Wynette grunted. He thought political loyalty was an oxymoron.

Sugar Ray wasn't done. He said to the general, “Tomorrow morning Soetoro will probably want some heads, and yours is first on the block.”

Wynette didn't reply to that comment.

“But that's in the short term,” the admiral said, dismissed that little problem with a flip of his hand. “Eventually Soetoro is going down hard, and anyone who saluted and said, ‘Yes, sir,' may go on the gallows with him. Hitler's and Mussolini's generals didn't fare so well.”

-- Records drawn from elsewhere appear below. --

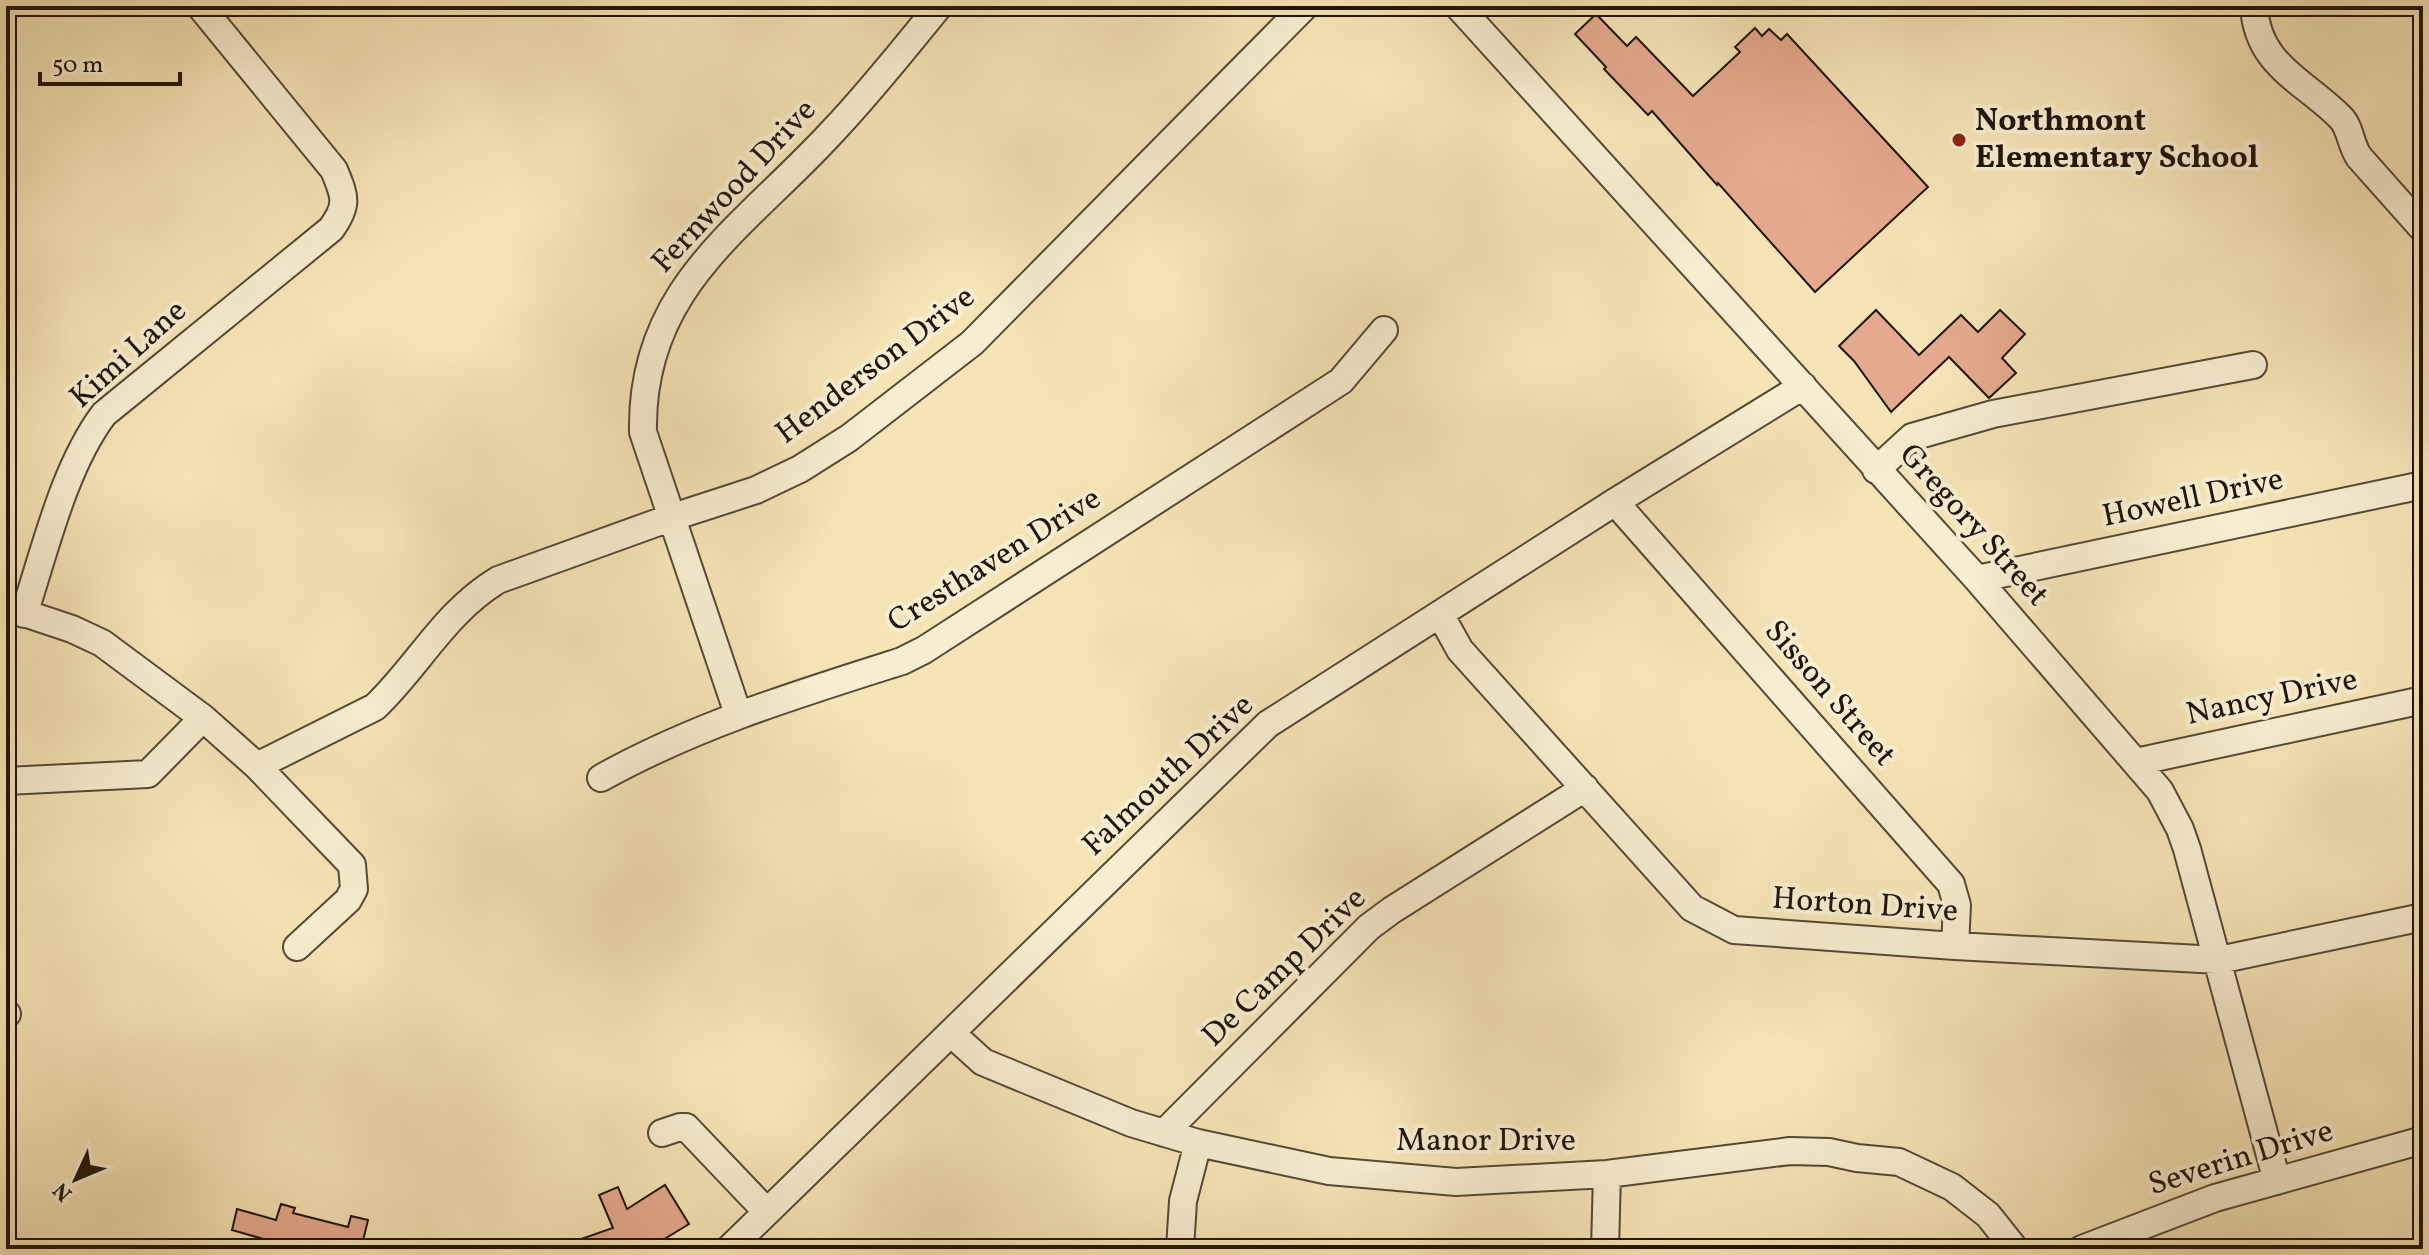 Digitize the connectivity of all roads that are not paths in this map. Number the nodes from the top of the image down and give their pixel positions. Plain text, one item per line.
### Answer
1 (200, 6) edge
2 (939, 6) edge
3 (1305, 6) edge
4 (1458, 6) edge
5 (2254, 6) edge
6 (2423, 229) edge
7 (1384, 330) dead end
8 (2253, 365) dead end
9 (1803, 386) junction
10 (1876, 470) junction
11 (2423, 485) edge
12 (1615, 502) junction
13 (670, 518) junction
14 (1977, 579) junction
15 (15, 610) edge
16 (1440, 614) junction
17 (2423, 700) edge
18 (738, 714) junction
19 (203, 718) junction
20 (2136, 762) junction
21 (257, 766) junction
22 (601, 778) dead end
23 (6, 781) edge
24 (1585, 788) junction
25 (2423, 917) edge
26 (1955, 946) junction
27 (297, 947) dead end
28 (2219, 960) junction
29 (952, 1034) junction
30 (662, 1133) dead end
31 (1164, 1133) junction
32 (2423, 1140) edge
33 (1198, 1143) junction
34 (1607, 1174) junction
35 (2277, 1181) junction
36 (767, 1212) junction
37 (729, 1249) edge
38 (1180, 1249) edge
39 (1605, 1249) edge
40 (2015, 1249) edge
41 (2082, 1249) edge

1 - 15 street, Kimi Lane
2 - 13 street, Fernwood Drive
3 - 13 street, Henderson Drive
4 - 9 street, Gregory Street
5 - 6 street
7 - 18 street, Cresthaven Drive
8 - 10 street
9 - 10 street, Gregory Street
9 - 12 street, Falmouth Drive
10 - 14 street, Gregory Street
11 - 14 street, Howell Drive
12 - 16 street, Falmouth Drive
12 - 26 street, Sisson Street
13 - 18 street, Fernwood Drive
13 - 21 street, Henderson Drive
14 - 20 street, Gregory Street
15 - 19 street
16 - 24 street, Horton Drive
16 - 29 street, Falmouth Drive
17 - 20 street, Nancy Drive
18 - 22 street, Cresthaven Drive
19 - 21 street
19 - 23 street
20 - 28 street, Gregory Street
21 - 27 street
24 - 26 street, Horton Drive
24 - 31 street, De Camp Drive
25 - 28 street, Horton Drive
26 - 28 street, Horton Drive
28 - 35 street, Gregory Street
29 - 31 street, Manor Drive
29 - 36 street, Falmouth Drive
30 - 36 street
31 - 33 street, Manor Drive
32 - 35 street, Severin Drive
33 - 34 street, Manor Drive
33 - 38 street
34 - 39 street
34 - 40 street, Manor Drive
35 - 41 street, Severin Drive
36 - 37 street, Falmouth Drive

Admiral Ray stood and leaned toward Wynette, braced himself with his fingertips on the general's desk, and said, “My assessment is that this situation is completely out of Soetoro's control. If we lock up Soetoro and everyone else in the White House we can lay hands on, maybe we can stop a humanitarian disaster and save millions of lives. Maybe we can even save our miserable country and some of those morons who voted for Soetoro. . .
twice
.”

Wynette looked at Sugar Ray for a long moment, then asked softly, “Who have you talked to about this?”

Ray straightened up and took a deep breath. “All the other chiefs. I was hoping it would be unanimous, but it isn't. The commandant and army chief are with me, but CNO and the air force want to think about things.”

“Well,” Wynette said dryly, “treason
is
a big step.”

“Yeah—and Barry Soetoro is striding out. How long are we going to wait, Marty, before we call him on it? In a better day to come, Americans are going to ask that question of us.”

Wynette sat stolidly, eyes focused on infinity.

Sugar Ray shrugged, then headed for the door. “I'm going home and getting some sleep,” he tossed over his shoulder, and pulled the door shut behind him.

Walter Ohnigian actually flew two flights that night, and landed as dawn streaked the eastern sky. The B-52s were safely back on the ground at Barksdale and the Mississippi bridges all had at least one span in the river, from Baton Rouge to Memphis.